The trustees filed a Petition for Declaratory Judgment in the Probate Court of Dukes County, Massachusetts, to which they attached the Declaration of Trust and the last will of decedent. After reciting the material facts, the petition states:
"7. The said provisions of Clause 4 of said will constituted an exercise by the said Julien W. Vose of the power of appointment reserved by him under the said Declaration of Trust dated December 25, 1935.
"8. Your said petitioners are in doubt as to the validity and legal effect of the so-called Certificates of Indebtedness issued by them as above stated. A controversy has arisen as to whether said Certificates are valid debts or obligations of the Trust or as to whether the legal effect of them was to create merely equitable beneficial interests in the trust fund, or whether they are void and of no effect whatsoever, and whether in any event they were subject to the power of appointment reserved by the grantor so that any indebtedness or other interest represented by said Certificates were extinguished by the exercise by Julien *82 W. Vose of the said power of appointment reserved by him under said trust instrument. Your petitioners are also in doubt as to whether said Certificates of Indebtedness became payable upon the death of Julien W. Vose or only upon the occurrence of the event specified in Clause VIII of the said Declaration of Trust, or only upon the occurrence of the event specified in paragraph C of said will, or at some other time.
"9. That a declaratory judgment and declaratory relief by reason of the aforesaid circumstances is hereby sought in order that relief be afforded your petitioners from the existing uncertainty with respect to the rights, demands and legal relations existing among the various parties interested as aforesaid.

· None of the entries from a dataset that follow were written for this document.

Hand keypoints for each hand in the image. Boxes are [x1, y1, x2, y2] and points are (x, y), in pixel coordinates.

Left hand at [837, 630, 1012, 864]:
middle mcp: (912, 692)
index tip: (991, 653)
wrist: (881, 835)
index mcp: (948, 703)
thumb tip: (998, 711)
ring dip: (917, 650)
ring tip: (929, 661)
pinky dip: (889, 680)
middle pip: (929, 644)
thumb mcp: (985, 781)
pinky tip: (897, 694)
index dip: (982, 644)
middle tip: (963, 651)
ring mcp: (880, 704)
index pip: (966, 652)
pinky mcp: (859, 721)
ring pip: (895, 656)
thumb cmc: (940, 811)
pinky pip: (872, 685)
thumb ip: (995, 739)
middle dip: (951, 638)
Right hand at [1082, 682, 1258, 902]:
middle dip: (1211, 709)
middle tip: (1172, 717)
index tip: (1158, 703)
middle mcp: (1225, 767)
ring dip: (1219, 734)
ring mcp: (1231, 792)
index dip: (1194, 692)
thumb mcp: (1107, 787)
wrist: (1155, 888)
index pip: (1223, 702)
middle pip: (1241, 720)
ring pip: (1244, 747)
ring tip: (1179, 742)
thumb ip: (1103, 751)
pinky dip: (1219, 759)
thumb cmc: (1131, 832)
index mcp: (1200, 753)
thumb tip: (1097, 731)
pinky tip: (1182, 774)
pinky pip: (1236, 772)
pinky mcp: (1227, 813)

"WHEREFORE your petitioners pray that this Court determine and adjudicate the legal effect of said so-called 'Certificates of Indebtedness' issued by your petitioners as Trustees under said Declaration of Trust dated December 25, 1935."
The Dukes County Probate Court entered a decree thereafter in which it found and determined:
"That the certificates of indebtedness issued from time to time by the Trustees under said Declaration of Trust in the aggregate face amount *83 of Two Hundred Thousand Dollars ($200,000) constitute valid obligations of said Trust enforceable, according to their tenor, in law and in equity as a first charge against and encumbrance upon the corpus of the Trust;
"That the aggregate face amount of said certificates of indebtedness is payable out of the corpus of the Trust as a first charge thereon at the time provided for termination of the Trust in Clause Eight of said Declaration of Trust; and that interest is payable quarter-annually on said certificates of indebtedness at the rate of 6 per cent per annum;
"That the execution and delivery of the certificates of indebtedness to the certificate holders constituted an irrevocable appropriation of the corpus of the Trust to the extent of the aggregate face value of said certificates at the time of their execution and delivery and the corpus thus appropriated was accordingly not subject to or affected by the exercise of the general power of appointment reserved by said Julien W. Vose.

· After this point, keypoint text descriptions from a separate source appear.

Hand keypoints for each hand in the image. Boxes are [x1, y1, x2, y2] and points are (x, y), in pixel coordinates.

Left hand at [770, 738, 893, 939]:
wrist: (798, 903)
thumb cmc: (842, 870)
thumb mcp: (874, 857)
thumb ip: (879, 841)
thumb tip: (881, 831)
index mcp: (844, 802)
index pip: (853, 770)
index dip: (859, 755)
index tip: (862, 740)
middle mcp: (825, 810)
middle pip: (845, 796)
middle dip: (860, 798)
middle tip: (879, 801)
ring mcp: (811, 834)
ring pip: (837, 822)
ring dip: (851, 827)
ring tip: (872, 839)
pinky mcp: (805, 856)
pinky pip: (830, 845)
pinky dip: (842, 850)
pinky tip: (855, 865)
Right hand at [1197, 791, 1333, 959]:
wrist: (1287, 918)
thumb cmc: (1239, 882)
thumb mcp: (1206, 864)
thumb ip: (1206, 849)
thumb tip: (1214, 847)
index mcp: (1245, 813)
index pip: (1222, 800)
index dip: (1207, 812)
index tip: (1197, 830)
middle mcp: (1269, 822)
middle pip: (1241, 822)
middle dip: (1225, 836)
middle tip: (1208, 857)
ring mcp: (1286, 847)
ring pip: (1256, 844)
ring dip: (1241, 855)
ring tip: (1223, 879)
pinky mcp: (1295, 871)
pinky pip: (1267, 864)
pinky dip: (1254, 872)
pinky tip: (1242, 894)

The proceeding in the probate court was not collusive. Notice of the hearing in the cause was given to all interested parties. A guardian ad litem was appointed to represent the interest of minors *84 who held certificates, and of noncertificate holders and persons unascertained or not in being. Oral testimony was given and stipulated facts were presented to the probate court.
For purposes of the gift tax, the value of the interest represented by each certificate on the date it was given was its face amount.
The gift of each $5,000 certificate was a gift of a present interest and a future interest to the following extent:
Present | Future | |
Issue date | interest | interest |
12-25-35 and 1936 | $4,540.30 | $459.70 |
1937 | 4,523.35 | 476.65 |
1938 | 4,505.75 | 494.25 |
Opinion
Respondent's position that a part of decedent's gifts is not covered by annual exclusions 1 is founded on two separate propositions: One, that the 1940-1942 transfers being "gifts in trust" 2 could not be excluded to any extent; and the other, that a part of the 1936-1938 transfers was "future interests" and hence excludable only in part. 3*86 The complicating factor of this record is that what decedent bestowed on his donees was "certificates of indebtedness" purporting to be obligations of a trust which he had *85 created, of which he was nominally the sole income beneficiary, over the final disposition of which he expressly retained an unconditional and general power of appointment, and which was not to terminate until some definite but presumably unascertainable future time when the survivor of his living children and grandchildren should die. The obligations bore current interest of 6 per cent but the principal was payable only on termination of the trust.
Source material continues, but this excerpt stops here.